*** Opening of Provided data ***

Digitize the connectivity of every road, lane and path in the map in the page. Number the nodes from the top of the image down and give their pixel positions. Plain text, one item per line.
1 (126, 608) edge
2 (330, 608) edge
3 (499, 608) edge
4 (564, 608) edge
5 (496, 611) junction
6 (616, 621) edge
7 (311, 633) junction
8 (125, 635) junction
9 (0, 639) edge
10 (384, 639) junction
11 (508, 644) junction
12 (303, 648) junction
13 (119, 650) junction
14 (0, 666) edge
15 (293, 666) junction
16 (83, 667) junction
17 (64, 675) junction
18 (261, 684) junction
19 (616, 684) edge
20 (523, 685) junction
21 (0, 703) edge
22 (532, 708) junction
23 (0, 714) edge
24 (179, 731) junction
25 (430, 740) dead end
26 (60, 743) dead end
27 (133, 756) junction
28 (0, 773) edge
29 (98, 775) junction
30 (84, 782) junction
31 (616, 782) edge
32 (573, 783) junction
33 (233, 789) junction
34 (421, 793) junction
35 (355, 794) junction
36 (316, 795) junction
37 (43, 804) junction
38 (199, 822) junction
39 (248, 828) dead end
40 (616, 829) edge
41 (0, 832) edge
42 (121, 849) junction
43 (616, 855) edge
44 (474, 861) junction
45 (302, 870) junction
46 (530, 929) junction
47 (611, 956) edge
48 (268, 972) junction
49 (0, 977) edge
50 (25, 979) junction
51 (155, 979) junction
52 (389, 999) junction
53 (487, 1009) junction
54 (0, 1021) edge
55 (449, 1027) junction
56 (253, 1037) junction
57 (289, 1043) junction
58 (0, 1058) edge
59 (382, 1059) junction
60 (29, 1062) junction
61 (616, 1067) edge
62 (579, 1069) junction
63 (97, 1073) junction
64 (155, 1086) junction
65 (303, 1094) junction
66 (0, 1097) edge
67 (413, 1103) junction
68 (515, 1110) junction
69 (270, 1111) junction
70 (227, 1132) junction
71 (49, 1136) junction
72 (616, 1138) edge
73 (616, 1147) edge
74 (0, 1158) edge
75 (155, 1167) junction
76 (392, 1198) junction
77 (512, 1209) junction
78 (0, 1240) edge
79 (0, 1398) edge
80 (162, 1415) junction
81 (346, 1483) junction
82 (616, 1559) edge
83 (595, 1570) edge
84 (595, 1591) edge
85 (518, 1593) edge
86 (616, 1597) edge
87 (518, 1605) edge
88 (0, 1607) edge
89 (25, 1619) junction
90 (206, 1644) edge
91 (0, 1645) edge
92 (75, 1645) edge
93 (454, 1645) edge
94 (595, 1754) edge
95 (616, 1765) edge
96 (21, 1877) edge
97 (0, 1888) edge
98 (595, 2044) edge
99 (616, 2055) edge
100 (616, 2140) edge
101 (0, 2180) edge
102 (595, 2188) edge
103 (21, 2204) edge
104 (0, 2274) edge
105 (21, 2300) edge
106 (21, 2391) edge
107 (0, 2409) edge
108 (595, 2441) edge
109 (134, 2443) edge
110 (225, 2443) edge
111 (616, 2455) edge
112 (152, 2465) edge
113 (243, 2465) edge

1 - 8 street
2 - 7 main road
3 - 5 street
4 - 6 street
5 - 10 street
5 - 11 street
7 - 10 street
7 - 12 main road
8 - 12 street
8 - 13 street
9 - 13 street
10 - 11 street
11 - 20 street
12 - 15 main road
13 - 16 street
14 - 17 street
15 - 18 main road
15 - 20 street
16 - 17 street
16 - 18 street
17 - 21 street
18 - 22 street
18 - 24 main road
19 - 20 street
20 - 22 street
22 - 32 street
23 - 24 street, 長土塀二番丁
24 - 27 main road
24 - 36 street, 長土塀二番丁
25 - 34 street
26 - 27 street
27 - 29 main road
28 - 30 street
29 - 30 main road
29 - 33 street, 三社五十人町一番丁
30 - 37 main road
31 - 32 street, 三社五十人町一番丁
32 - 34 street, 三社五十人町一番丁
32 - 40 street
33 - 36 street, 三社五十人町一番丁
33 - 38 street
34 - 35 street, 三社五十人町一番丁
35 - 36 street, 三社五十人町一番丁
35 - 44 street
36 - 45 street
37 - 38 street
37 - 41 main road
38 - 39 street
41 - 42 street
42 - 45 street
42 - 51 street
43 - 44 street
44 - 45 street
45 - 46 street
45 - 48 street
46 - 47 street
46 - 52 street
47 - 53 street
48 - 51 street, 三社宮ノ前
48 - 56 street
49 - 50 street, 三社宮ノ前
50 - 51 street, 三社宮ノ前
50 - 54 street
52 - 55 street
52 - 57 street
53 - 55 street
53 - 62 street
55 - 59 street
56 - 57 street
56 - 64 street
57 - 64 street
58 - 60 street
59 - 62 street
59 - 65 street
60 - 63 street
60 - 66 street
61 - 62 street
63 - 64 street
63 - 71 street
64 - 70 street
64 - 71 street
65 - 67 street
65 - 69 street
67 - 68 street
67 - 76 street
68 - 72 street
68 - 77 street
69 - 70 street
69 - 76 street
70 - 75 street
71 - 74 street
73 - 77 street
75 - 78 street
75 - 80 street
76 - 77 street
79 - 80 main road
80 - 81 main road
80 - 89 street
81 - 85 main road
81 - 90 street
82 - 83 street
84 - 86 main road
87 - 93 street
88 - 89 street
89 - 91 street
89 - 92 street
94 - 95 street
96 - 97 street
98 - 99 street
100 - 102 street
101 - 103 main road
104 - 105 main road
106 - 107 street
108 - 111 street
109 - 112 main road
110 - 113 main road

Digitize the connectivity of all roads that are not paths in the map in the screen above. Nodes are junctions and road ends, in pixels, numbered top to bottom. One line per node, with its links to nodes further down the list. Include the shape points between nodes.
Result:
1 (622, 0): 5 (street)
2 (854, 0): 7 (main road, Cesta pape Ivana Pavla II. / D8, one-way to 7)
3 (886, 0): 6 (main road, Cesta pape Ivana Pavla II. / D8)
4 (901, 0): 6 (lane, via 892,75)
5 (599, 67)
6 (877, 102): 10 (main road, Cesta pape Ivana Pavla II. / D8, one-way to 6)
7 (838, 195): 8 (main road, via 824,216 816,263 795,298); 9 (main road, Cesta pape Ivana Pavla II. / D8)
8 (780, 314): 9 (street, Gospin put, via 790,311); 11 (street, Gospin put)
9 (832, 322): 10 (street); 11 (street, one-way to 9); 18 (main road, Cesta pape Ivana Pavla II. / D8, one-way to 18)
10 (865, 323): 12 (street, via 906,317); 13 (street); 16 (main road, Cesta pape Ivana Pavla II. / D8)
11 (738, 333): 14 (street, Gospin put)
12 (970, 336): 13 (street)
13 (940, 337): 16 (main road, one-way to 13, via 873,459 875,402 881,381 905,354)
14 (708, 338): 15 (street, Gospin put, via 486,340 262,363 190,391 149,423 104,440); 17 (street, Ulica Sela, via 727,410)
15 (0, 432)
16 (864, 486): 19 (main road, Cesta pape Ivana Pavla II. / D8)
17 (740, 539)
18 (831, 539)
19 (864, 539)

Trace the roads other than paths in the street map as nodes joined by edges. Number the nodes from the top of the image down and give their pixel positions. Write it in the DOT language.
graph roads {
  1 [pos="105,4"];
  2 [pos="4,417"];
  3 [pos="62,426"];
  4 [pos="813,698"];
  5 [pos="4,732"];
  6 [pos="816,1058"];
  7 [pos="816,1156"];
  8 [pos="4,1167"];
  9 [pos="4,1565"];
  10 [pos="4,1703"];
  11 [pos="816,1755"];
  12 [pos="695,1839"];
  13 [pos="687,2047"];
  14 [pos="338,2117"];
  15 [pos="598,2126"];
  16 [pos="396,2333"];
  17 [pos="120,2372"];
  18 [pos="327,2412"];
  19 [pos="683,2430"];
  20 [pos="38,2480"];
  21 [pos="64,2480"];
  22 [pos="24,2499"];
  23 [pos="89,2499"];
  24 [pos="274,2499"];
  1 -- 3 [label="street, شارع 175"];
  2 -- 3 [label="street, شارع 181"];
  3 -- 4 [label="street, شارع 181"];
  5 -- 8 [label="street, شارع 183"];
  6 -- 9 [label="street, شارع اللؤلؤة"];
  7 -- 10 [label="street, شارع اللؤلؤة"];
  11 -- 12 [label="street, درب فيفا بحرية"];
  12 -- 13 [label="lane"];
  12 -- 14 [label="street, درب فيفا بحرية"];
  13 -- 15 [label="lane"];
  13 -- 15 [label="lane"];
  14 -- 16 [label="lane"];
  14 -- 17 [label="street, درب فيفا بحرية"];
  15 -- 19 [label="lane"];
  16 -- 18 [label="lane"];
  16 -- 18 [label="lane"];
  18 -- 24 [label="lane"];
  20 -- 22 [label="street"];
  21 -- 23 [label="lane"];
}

*** Close of Provided data ***

**Task to carry out:**
Of the records above, copy each line that includes "dead".

**Result below:**
25 (430, 740) dead end
26 (60, 743) dead end
39 (248, 828) dead end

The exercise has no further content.